Rare Find: Rare Earth Elements Could Be Idaho's Next Cash Crop 

As China cuts exports of vital hi-tech elements, Idaho's supply might be the key to the future

They're called "rare" earth elements but their uses are anything but uncommon. Make a call with your cell phone and you're using batteries that rely on rare earths. So do the magnets in your computer hard drive, the technology in your MRI scanner, your camera lens, the red coloration in your television screen and just about any other piece of high-tech equipment you might come into contact with.

The high-tech age would not exist as we know it without the 17 rare earth elements listed along the bottom of the Periodic Table.

As a commodity, they're becoming increasingly valuable, but with global supplies dominated by China--and Chinese industry tightening its exports of REEs--officials in the United States are taking a nervous look at the nation's perilous stockpile and beginning to consider rare earths as among the most important resources of the 21st century.

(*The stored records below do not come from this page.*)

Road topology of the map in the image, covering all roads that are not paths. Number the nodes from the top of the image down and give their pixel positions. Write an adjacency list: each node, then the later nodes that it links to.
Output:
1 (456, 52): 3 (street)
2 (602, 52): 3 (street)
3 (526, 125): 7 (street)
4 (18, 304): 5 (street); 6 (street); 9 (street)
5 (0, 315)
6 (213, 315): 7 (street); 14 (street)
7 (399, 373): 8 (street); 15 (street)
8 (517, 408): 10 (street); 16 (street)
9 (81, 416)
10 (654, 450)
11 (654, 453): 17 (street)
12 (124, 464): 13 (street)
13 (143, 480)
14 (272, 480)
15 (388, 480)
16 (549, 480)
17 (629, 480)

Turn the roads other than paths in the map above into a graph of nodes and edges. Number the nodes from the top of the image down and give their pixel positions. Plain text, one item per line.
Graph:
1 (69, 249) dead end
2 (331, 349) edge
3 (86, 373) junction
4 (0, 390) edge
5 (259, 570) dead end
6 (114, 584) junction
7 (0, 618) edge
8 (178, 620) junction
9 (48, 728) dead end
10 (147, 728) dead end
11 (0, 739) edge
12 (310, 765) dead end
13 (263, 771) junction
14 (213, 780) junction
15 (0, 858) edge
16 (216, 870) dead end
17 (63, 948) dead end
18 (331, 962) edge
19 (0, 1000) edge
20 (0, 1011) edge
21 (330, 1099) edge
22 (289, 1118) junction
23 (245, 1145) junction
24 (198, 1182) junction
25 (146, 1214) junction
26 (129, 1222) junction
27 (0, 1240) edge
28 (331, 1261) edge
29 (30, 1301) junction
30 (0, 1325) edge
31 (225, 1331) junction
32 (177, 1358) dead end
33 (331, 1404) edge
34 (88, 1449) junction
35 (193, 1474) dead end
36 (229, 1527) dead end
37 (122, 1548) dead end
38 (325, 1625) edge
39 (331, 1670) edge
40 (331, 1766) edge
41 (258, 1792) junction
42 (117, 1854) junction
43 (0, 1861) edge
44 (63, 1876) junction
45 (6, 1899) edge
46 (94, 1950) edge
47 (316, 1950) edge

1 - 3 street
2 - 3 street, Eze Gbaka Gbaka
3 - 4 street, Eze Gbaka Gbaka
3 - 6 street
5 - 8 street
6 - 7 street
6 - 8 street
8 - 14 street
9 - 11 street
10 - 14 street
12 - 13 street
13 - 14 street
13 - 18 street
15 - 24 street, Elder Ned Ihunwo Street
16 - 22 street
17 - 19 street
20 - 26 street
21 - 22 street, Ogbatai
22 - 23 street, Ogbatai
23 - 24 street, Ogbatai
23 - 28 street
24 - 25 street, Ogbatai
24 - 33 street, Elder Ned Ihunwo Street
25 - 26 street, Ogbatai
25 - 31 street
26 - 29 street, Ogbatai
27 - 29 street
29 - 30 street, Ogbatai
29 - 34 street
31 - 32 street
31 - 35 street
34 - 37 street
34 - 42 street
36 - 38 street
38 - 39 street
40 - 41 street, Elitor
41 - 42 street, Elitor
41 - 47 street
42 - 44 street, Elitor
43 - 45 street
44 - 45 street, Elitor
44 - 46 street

As Jim Sims, spokesman for REE mining company MolyCorp, told CNN in a May 2010 interview: "The Middle East has oil, but China has rare earths."

So, too, does Idaho.

On a rocky, sun-blasted hilltop in the Mojave Desert sits the cradle of the hi-tech age. It was there in the early 1950s that the Molybdenum Corporation of America began mining for a basket of obscure elements: neodymium, cerium, lanthanum and europium.

Referred to as rare earth elements, they are key components in a wide range of industrial processes--from creating powerful magnets to fluorescent lights and lasers--but it was the europium among them that caused the Mountain Pass Mine to really take off; it could be used to create the color red in TV screens.

From the late 1960s until the early 1980s, Mountain Pass was the dominant global source for rare earth elements, represented on the periodic table by 17 tongue-twisting entries, including praseodymium and ytterbium.

Though first discovered in the 18th century, few of the REEs found any widespread use until the rapid technological advancements of the mid- to late-20th century, when scientists discovered that their baffling properties could make possible everything from a color TV set to an orbital satellite.

Today, rare earths are absolutely indispensable, vital to the production of cell phones, computers, defense systems and the batteries of hybrid electric cars. You can't even build a wind turbine without REEs.

Their presence in the ground at Mountain Pass was discovered in 1949. That same year, almost 1,000 miles to the north, many of those same elements were found nestled among large stores of thorium in the geologic underpinning of the rugged Lemhi Pass on the Idaho-Montana border.

They've sat quietly in the mountain slopes around the Salmon River ever since, but a confluence of technological growth and geopolitics is making the Gem State's potential store of REEs more vital than ever.

The United States lost its corner on the REE market in the 1990s, when the Molybdenum Corporation (renamed MolyCorp in the '70s) was forced to shut down the Mountain Pass Mine after a series of environmental foul-ups. At the same time, the Chinese realized the value of REEs and ramped up their own production.

Unhindered by environmental regulations, by the 2000s the Chinese were mining and processing a full 97 percent of the world's supply, glutting the market and vastly undercutting foreign competitors. The United States' output of REEs, meanwhile, has dwindled to zero.

Though MolyCorp is hoping to resume production as early as this year, the Mountain Pass Mine in California has remained shuttered since 1998. Since then, the United States has relied completely on imported supplies of Chinese REEs, and Congress is putting new pressure on opening domestic sources.

Colorado Republican Rep. Mike Coffman has been the leading proponent of getting the United States back in the REE game, introducing the Restart Act of 2010, which gives loan guarantees to mining companies, expedites the permitting process, directs the U.S. Geological Survey to scour the country for more supplies, and sets up long-term contracts with the Department of Defense to buy up the REEs produced by American companies.

The trouble is that REEs--though not necessarily all that rare--don't tend to be found clumped together in a single location. So far, the search for sustainable, compact and accessible sources has been slow going. Prospective sites have been identified in Colorado, Arizona and Texas, though among the most promising is a long vein running from the Lemhi Pass area southeast of Salmon and north to Diamond Creek and North Fork, then into Montana at Sheep Creek.

Two companies--U.S. Rare Earths and Colorado Rare Earths--are aiming to develop all three sites and are working toward a merger that will bring together Colorado Rare Earths' more than 8,000-acre claim in the region with U.S. Rare Earths' prior exploration.